[Data for this task — start]
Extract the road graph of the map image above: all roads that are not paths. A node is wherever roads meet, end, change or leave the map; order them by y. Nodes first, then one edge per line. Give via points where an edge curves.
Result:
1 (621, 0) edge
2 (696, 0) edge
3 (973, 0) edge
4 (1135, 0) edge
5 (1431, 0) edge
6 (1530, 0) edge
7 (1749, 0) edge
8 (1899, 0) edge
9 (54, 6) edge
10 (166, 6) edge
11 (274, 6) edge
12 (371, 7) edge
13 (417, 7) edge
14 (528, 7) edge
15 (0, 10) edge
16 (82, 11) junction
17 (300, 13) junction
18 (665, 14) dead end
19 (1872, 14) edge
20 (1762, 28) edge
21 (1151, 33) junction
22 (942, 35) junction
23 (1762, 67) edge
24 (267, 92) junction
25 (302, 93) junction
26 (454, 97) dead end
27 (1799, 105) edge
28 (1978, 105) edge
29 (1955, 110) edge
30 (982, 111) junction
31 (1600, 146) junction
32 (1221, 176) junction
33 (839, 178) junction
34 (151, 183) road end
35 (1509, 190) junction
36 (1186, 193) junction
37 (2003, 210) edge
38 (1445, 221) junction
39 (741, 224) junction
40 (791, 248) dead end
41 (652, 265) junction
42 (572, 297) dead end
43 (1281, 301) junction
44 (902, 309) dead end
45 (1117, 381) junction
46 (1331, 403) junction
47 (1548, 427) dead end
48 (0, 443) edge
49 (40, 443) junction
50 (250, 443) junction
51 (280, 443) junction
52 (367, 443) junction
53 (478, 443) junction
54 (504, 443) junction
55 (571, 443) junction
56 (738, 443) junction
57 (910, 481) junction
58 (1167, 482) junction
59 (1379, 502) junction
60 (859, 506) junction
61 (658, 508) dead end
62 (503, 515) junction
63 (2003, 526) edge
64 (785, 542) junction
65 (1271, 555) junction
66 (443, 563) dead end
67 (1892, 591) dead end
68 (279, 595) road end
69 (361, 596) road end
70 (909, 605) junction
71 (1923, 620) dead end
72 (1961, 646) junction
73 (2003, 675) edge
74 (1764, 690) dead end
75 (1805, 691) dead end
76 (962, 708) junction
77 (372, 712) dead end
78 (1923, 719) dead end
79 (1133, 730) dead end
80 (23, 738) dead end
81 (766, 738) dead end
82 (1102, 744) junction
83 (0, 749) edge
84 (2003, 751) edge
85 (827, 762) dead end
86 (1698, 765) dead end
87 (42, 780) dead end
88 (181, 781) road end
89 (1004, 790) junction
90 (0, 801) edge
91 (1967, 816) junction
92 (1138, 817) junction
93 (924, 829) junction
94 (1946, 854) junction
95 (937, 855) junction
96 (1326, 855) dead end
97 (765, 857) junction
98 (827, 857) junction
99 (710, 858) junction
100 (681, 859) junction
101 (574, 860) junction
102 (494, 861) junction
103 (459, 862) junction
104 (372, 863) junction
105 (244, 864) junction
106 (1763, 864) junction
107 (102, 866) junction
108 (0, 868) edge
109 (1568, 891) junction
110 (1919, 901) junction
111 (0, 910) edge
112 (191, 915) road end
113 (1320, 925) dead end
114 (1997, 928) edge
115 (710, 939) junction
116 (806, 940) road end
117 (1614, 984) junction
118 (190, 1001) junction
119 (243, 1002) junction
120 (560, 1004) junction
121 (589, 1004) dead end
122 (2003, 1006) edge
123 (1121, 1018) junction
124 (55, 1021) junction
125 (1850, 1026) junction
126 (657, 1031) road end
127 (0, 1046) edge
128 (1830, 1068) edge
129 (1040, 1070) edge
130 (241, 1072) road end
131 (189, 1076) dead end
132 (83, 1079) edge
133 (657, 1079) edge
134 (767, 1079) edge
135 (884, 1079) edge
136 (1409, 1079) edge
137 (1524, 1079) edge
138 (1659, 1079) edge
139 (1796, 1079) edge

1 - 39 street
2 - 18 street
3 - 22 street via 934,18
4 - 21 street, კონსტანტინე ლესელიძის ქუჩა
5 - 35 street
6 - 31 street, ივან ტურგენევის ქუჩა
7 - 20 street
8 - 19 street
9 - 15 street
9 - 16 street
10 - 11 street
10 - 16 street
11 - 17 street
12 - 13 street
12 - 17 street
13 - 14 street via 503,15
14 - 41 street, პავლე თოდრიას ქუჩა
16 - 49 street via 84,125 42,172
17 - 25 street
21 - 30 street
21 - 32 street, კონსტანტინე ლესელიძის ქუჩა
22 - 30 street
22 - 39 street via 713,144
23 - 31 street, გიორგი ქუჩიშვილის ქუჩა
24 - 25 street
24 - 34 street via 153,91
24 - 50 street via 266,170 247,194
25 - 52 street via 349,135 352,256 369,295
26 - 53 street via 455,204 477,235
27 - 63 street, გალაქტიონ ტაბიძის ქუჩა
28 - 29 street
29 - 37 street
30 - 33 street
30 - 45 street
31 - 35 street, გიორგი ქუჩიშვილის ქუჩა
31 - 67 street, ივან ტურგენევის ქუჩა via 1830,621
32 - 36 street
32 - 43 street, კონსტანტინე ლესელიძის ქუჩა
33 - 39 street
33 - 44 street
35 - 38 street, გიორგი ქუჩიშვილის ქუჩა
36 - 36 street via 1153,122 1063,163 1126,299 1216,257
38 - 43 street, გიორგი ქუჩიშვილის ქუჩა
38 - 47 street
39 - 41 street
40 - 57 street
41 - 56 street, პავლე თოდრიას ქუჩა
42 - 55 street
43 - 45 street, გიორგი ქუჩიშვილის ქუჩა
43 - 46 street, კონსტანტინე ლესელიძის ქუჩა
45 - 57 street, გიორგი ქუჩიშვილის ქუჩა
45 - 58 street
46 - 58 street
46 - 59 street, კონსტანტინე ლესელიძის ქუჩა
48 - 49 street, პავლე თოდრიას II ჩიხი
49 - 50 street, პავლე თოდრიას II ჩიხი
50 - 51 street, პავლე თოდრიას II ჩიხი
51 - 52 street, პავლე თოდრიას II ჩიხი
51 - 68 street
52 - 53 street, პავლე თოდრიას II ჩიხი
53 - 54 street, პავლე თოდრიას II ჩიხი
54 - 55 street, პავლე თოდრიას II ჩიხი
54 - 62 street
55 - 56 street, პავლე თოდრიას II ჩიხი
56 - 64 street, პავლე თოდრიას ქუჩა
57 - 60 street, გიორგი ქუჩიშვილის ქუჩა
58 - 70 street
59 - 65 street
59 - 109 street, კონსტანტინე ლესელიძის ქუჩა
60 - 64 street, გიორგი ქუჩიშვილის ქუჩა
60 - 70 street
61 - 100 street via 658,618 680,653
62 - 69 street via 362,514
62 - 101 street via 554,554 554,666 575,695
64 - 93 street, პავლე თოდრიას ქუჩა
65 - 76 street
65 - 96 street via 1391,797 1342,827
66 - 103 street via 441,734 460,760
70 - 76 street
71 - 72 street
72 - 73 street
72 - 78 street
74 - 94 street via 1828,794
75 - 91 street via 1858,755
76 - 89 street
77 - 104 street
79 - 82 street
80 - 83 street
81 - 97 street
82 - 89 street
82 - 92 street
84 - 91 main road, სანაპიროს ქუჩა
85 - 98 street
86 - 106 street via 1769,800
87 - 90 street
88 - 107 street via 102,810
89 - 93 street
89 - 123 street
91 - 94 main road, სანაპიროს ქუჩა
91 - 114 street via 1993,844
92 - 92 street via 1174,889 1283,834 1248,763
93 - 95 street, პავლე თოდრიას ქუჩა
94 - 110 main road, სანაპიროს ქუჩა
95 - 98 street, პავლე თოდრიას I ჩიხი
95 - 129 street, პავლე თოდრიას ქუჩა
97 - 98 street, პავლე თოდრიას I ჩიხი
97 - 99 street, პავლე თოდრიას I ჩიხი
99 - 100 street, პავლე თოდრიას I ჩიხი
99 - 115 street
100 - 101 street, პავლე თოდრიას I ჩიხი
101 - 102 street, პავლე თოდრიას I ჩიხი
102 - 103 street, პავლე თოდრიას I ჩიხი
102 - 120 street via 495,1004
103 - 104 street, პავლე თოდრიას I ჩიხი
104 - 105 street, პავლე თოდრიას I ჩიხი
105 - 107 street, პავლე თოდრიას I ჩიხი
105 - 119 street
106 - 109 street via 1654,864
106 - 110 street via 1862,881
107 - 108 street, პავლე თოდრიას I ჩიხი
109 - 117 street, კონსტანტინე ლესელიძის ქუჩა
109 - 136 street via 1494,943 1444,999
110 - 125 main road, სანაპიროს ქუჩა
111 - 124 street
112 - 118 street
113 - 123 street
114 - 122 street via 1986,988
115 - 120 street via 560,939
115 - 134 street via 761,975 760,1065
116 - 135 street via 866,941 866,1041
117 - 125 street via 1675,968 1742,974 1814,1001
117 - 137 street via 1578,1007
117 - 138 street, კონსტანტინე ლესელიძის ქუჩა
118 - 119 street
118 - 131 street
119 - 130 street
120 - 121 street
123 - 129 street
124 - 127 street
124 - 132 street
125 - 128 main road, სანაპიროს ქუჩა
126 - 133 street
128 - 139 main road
[Data for this task — finish]
■ What you have to do: Copy the lines of the entries above that mention "ტურგენევის".

■ Exercise output:
6 - 31 street, ივან ტურგენევის ქუჩა
31 - 67 street, ივან ტურგენევის ქუჩა via 1830,621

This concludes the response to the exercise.